→ **Extracted records**:
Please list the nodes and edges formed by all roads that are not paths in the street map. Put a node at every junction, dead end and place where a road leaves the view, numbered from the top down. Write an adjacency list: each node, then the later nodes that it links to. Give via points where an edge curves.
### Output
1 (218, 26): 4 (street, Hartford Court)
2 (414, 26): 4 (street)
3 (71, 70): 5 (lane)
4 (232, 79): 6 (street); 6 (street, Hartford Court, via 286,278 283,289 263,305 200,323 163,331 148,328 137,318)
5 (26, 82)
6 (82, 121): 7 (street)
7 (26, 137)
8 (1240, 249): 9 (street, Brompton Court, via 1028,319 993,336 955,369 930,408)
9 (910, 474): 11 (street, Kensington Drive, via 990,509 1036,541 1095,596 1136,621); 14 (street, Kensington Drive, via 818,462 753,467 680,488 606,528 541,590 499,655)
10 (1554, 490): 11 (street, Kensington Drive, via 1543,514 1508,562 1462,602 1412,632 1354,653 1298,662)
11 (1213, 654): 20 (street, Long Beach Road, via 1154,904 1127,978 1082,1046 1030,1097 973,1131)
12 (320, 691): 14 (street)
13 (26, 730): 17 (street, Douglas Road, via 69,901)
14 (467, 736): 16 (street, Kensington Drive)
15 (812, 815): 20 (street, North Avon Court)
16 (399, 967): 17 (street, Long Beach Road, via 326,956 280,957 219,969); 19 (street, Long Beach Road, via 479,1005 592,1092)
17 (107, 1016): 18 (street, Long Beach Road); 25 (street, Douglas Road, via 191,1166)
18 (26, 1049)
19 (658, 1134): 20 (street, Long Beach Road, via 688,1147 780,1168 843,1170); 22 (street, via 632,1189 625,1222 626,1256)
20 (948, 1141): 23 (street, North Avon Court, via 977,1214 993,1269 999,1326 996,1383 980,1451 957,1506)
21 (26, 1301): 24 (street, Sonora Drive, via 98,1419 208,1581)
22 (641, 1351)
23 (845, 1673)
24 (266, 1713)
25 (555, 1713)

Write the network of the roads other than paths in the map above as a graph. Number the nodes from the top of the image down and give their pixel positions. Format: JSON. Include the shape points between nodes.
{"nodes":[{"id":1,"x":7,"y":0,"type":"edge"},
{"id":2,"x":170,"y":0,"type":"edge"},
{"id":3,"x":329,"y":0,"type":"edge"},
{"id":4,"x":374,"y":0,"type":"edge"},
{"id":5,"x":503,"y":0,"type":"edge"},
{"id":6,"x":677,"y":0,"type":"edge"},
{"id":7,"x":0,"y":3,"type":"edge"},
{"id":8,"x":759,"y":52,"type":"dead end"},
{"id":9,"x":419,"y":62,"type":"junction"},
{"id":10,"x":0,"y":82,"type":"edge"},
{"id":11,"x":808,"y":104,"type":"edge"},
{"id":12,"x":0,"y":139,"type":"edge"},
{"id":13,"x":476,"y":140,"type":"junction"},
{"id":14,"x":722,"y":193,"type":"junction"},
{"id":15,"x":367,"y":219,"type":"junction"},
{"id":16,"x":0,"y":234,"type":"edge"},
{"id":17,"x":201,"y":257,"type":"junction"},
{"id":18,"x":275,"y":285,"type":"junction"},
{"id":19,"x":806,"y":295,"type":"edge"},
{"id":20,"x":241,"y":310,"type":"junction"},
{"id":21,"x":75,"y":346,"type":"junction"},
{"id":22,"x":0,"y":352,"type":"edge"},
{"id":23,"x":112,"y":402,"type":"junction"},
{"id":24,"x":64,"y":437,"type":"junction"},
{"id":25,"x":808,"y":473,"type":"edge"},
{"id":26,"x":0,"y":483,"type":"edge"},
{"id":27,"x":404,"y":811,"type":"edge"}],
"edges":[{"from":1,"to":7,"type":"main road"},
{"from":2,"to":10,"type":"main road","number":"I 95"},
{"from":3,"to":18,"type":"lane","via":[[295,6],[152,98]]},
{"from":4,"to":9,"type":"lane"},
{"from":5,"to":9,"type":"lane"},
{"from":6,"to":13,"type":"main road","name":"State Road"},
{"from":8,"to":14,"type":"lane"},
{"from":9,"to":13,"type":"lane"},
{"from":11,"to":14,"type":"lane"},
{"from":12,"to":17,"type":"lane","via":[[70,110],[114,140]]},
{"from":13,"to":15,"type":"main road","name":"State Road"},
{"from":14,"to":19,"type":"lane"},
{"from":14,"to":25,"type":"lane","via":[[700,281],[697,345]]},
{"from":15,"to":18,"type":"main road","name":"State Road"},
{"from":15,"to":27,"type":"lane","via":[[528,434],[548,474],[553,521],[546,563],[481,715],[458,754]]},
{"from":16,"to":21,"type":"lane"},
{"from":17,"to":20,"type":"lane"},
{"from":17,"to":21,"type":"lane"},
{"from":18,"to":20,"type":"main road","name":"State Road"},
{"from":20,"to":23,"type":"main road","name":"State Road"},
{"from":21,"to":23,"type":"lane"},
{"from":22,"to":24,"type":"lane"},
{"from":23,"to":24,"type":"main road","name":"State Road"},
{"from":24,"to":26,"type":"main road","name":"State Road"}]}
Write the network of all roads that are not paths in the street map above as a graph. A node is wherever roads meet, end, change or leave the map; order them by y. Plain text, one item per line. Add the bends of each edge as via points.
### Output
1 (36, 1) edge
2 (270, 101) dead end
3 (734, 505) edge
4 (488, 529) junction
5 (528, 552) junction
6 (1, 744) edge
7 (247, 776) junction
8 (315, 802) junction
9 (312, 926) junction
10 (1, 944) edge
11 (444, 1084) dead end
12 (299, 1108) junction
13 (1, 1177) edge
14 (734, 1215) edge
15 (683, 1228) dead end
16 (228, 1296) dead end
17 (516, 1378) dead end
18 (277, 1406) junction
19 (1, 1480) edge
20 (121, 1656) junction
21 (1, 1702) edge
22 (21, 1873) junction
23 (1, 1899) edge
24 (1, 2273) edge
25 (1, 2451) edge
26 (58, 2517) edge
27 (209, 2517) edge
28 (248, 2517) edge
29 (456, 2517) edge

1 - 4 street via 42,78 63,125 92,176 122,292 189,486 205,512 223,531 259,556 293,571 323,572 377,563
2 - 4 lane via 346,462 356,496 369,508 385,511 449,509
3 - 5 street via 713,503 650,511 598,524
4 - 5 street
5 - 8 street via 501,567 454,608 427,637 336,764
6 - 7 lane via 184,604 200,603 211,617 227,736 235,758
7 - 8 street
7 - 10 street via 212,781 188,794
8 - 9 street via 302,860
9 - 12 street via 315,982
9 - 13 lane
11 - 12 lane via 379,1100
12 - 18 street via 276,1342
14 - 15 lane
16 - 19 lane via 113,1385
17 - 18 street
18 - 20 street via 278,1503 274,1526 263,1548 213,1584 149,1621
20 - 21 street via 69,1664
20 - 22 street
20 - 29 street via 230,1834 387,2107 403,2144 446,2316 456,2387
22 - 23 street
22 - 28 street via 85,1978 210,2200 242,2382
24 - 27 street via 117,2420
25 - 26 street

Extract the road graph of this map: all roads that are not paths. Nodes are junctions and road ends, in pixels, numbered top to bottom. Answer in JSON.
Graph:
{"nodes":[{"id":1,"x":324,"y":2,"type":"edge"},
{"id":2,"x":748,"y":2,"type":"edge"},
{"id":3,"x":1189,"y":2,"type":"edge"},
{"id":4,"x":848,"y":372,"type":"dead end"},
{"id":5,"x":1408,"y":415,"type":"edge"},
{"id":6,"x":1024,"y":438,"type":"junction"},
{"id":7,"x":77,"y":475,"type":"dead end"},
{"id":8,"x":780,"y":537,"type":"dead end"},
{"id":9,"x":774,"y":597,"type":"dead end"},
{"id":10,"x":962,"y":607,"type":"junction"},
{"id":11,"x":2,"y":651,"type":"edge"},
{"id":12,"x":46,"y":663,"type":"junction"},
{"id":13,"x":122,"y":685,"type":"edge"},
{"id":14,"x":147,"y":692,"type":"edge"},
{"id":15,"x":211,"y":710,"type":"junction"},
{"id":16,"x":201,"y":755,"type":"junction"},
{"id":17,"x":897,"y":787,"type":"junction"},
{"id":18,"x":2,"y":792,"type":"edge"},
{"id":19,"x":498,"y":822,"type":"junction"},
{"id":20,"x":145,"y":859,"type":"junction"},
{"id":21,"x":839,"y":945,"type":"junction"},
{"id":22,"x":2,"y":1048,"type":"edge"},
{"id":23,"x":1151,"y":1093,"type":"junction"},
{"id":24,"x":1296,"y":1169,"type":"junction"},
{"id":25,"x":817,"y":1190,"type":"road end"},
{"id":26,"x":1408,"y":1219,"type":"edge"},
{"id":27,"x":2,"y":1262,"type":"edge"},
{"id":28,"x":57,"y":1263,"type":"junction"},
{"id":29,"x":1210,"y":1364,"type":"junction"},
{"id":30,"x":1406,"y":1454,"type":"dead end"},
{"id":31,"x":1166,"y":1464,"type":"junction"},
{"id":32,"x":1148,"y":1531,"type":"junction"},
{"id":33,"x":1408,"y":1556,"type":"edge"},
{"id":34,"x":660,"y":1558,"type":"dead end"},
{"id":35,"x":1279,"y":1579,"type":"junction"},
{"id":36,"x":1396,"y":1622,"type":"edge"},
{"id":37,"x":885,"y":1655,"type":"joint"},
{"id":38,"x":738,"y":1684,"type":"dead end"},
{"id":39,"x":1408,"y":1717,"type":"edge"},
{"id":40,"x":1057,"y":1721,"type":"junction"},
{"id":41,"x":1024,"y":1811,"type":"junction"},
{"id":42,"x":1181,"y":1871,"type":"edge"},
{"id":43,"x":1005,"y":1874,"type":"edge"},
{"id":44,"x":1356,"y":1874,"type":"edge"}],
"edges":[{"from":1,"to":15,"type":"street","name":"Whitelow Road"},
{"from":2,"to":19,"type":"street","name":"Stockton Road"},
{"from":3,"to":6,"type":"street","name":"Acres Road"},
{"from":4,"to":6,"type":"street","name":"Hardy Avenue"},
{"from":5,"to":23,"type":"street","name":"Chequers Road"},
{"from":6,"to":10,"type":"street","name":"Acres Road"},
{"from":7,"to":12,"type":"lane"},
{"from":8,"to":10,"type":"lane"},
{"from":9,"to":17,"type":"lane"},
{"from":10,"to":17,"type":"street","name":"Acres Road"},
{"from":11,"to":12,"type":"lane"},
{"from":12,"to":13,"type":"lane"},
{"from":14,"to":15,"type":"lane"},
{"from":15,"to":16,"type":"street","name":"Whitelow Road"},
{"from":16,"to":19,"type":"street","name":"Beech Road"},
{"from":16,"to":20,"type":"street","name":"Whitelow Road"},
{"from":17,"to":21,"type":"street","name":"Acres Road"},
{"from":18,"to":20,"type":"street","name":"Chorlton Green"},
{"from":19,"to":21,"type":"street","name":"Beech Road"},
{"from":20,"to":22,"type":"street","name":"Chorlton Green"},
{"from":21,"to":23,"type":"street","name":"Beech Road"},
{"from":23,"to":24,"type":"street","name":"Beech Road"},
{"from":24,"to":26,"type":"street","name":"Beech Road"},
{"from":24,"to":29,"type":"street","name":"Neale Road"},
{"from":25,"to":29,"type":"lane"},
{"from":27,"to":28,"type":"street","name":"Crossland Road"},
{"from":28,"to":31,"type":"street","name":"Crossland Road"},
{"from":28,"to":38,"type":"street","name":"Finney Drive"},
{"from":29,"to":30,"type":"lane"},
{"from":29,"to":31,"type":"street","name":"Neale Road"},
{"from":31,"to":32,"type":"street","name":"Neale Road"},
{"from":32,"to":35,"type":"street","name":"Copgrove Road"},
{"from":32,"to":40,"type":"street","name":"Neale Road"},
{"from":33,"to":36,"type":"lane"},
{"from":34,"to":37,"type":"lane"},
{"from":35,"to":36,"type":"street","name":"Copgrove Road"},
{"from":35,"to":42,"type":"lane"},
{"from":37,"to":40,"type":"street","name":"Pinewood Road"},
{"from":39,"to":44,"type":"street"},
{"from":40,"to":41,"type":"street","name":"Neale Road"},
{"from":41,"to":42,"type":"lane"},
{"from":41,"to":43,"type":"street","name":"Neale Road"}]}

→ **Instructions to follow**: Looking at the listing above, tally the lines containing "Green" and give only that tally.

→ **Response for this exercise**: 2